## Given records
*****

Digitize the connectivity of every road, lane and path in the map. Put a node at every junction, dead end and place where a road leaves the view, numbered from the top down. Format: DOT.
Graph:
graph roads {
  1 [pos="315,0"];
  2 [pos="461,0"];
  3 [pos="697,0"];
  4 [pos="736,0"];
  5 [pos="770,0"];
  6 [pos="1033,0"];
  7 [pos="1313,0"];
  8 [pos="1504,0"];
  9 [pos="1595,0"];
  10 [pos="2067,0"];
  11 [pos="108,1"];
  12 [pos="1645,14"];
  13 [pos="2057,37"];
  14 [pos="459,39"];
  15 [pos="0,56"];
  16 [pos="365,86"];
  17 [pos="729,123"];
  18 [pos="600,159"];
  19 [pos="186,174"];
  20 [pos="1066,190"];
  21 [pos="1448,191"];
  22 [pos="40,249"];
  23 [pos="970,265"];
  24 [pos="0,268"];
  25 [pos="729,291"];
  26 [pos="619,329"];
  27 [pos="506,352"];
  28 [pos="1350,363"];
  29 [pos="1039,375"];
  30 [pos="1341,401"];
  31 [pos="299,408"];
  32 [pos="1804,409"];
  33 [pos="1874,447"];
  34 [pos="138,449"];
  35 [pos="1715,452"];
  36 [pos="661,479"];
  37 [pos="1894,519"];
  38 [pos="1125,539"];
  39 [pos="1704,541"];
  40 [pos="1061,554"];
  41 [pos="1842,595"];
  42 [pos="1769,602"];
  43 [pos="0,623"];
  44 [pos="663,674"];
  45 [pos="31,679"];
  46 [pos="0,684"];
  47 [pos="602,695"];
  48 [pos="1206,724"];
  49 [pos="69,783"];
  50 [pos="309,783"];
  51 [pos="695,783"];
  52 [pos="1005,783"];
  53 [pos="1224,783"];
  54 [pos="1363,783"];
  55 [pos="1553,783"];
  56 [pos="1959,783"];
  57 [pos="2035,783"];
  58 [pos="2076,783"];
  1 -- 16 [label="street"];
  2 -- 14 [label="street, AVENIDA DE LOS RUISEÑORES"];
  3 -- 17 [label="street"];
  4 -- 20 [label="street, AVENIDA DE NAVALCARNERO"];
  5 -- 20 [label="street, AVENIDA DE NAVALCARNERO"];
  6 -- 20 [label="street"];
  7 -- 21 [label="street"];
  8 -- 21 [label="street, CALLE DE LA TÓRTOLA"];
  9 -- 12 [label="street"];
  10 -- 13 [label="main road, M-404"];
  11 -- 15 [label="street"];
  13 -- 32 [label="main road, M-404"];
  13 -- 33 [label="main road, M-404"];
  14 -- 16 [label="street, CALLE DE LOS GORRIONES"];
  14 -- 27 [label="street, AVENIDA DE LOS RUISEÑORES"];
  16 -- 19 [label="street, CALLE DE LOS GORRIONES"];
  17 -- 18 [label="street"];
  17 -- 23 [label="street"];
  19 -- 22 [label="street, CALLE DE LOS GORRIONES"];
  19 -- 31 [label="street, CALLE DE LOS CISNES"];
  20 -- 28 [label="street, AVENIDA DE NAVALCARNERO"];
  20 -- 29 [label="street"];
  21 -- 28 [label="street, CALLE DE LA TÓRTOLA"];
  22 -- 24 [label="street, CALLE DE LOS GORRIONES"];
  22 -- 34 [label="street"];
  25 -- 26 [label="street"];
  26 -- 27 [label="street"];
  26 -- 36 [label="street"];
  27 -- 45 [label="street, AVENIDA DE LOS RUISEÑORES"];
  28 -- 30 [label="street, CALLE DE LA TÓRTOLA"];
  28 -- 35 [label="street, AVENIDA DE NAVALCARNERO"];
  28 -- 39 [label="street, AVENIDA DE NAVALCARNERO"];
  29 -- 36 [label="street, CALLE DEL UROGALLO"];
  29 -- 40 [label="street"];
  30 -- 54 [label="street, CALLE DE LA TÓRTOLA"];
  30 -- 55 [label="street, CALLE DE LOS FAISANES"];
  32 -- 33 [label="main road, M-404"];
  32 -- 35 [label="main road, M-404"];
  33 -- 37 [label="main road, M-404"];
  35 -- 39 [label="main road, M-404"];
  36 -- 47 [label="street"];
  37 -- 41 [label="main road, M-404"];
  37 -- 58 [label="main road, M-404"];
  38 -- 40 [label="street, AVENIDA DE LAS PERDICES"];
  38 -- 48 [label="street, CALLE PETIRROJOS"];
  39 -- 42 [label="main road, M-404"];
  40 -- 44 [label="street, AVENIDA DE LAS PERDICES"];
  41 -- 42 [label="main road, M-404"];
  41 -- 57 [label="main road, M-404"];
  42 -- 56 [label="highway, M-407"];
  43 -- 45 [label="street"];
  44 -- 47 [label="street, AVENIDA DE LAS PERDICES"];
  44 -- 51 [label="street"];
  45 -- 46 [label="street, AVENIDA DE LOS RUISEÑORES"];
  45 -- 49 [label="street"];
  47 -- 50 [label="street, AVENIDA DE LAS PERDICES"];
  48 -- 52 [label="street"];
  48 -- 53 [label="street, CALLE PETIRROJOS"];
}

*****

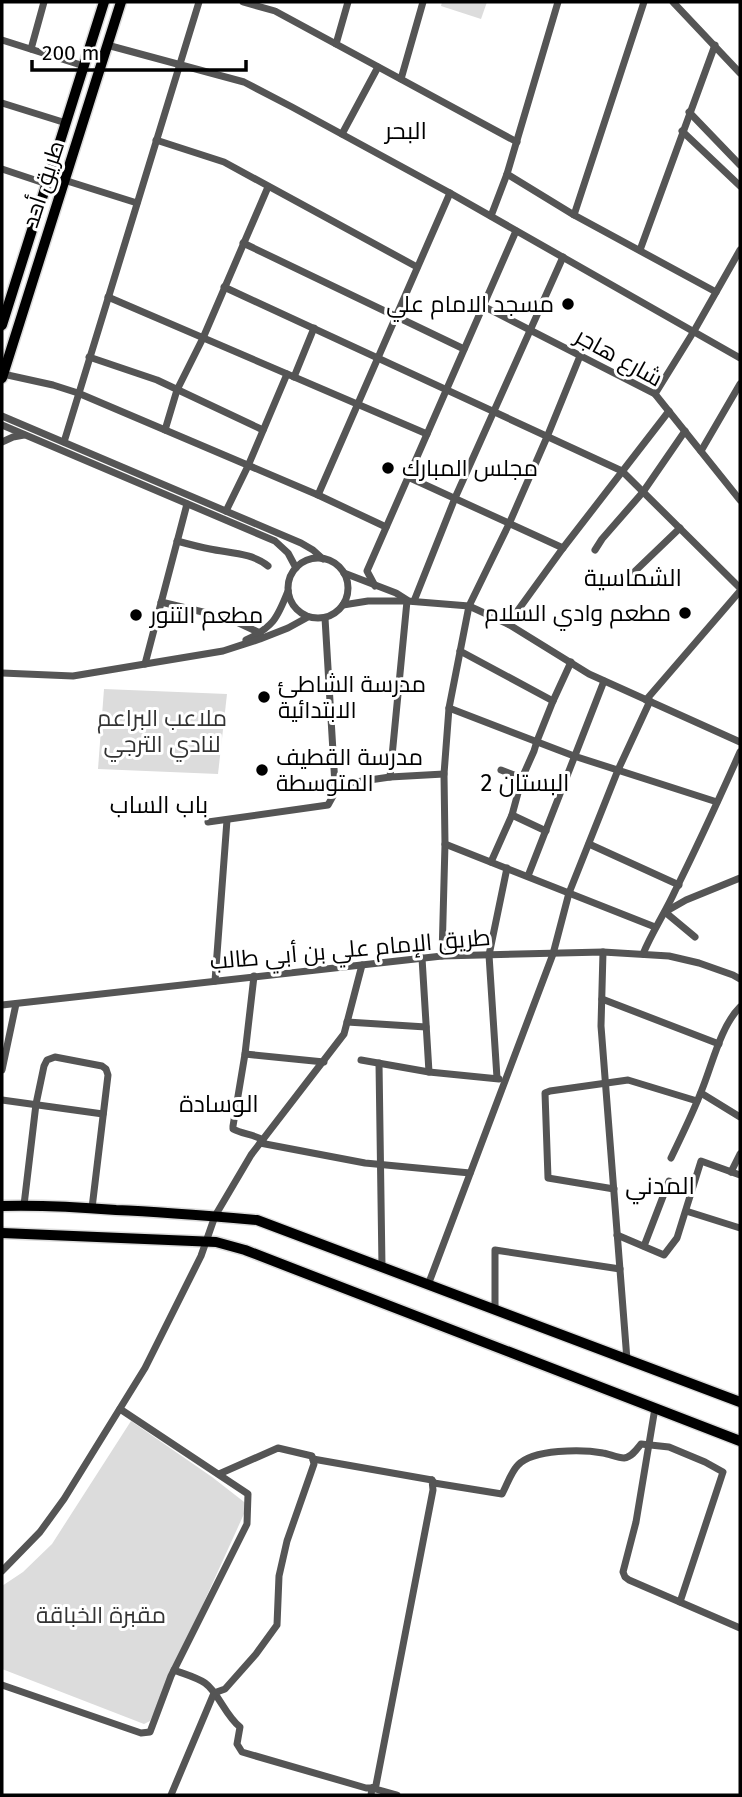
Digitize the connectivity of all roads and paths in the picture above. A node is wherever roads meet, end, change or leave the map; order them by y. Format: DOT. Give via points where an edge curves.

*****

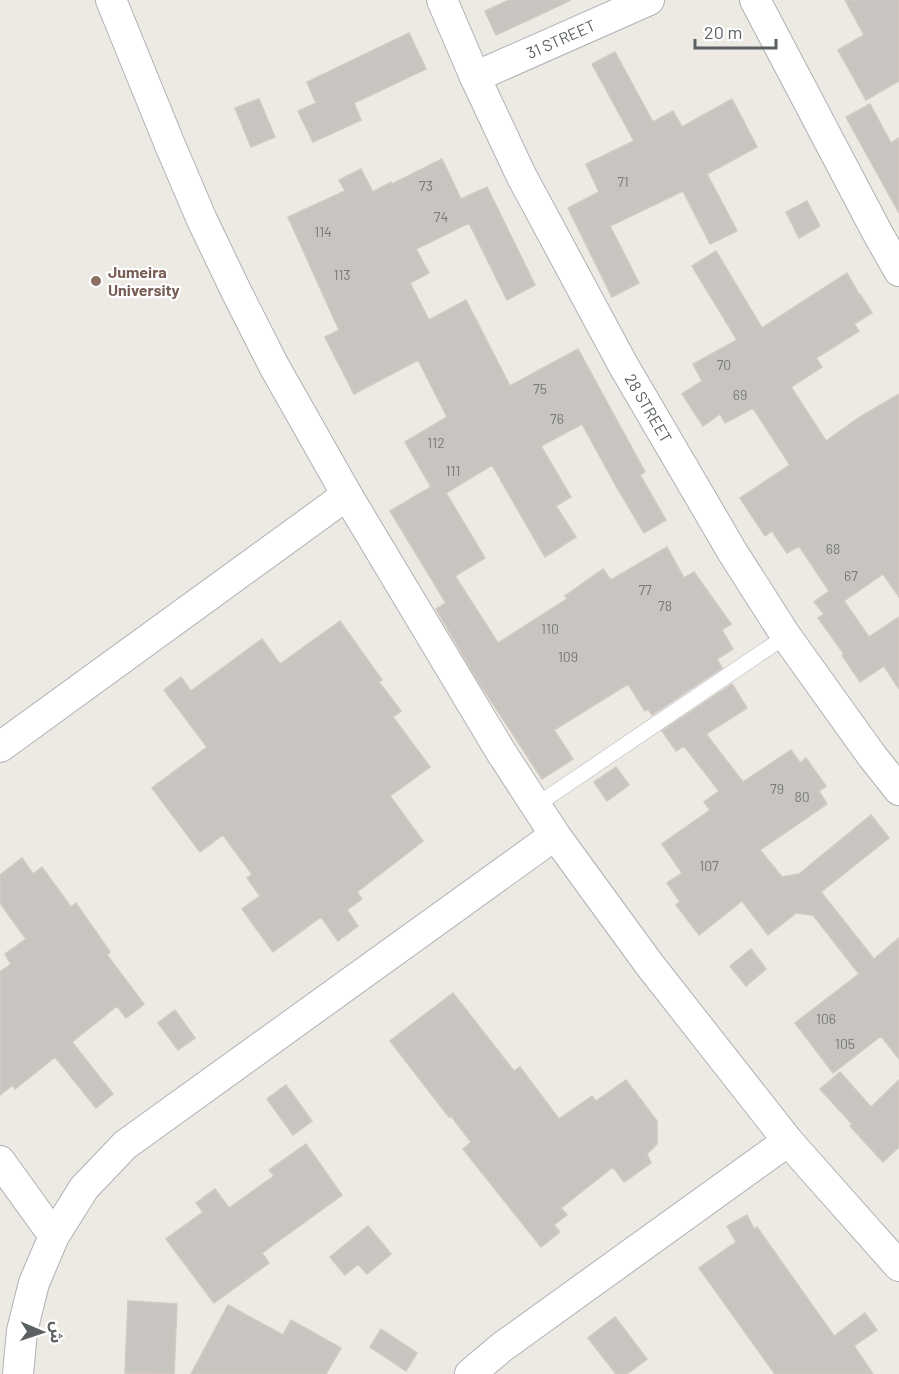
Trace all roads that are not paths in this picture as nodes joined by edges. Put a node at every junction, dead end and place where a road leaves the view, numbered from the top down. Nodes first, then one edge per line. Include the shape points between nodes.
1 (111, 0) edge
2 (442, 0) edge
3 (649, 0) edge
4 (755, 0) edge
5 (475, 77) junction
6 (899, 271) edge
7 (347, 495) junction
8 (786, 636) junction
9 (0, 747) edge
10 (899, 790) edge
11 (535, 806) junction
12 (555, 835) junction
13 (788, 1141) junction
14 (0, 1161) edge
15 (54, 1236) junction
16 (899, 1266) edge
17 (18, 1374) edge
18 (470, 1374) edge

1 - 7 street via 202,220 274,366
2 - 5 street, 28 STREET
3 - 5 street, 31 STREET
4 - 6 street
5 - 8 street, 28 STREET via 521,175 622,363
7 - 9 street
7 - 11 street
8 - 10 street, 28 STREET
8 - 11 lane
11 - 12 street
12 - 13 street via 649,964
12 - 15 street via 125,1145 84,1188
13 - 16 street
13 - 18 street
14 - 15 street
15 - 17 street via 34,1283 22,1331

*****

## How to complete this task
Read the entries above and find each line holding the word "Digitize". Copy it out.

## Task result
Digitize the connectivity of every road, lane and path in the map. Put a node at every junction, dead end and place where a road leaves the view, numbered from the top down. Format: DOT.
Digitize the connectivity of all roads and paths in the picture above. A node is wherever roads meet, end, change or leave the map; order them by y. Format: DOT. Give via points where an edge curves.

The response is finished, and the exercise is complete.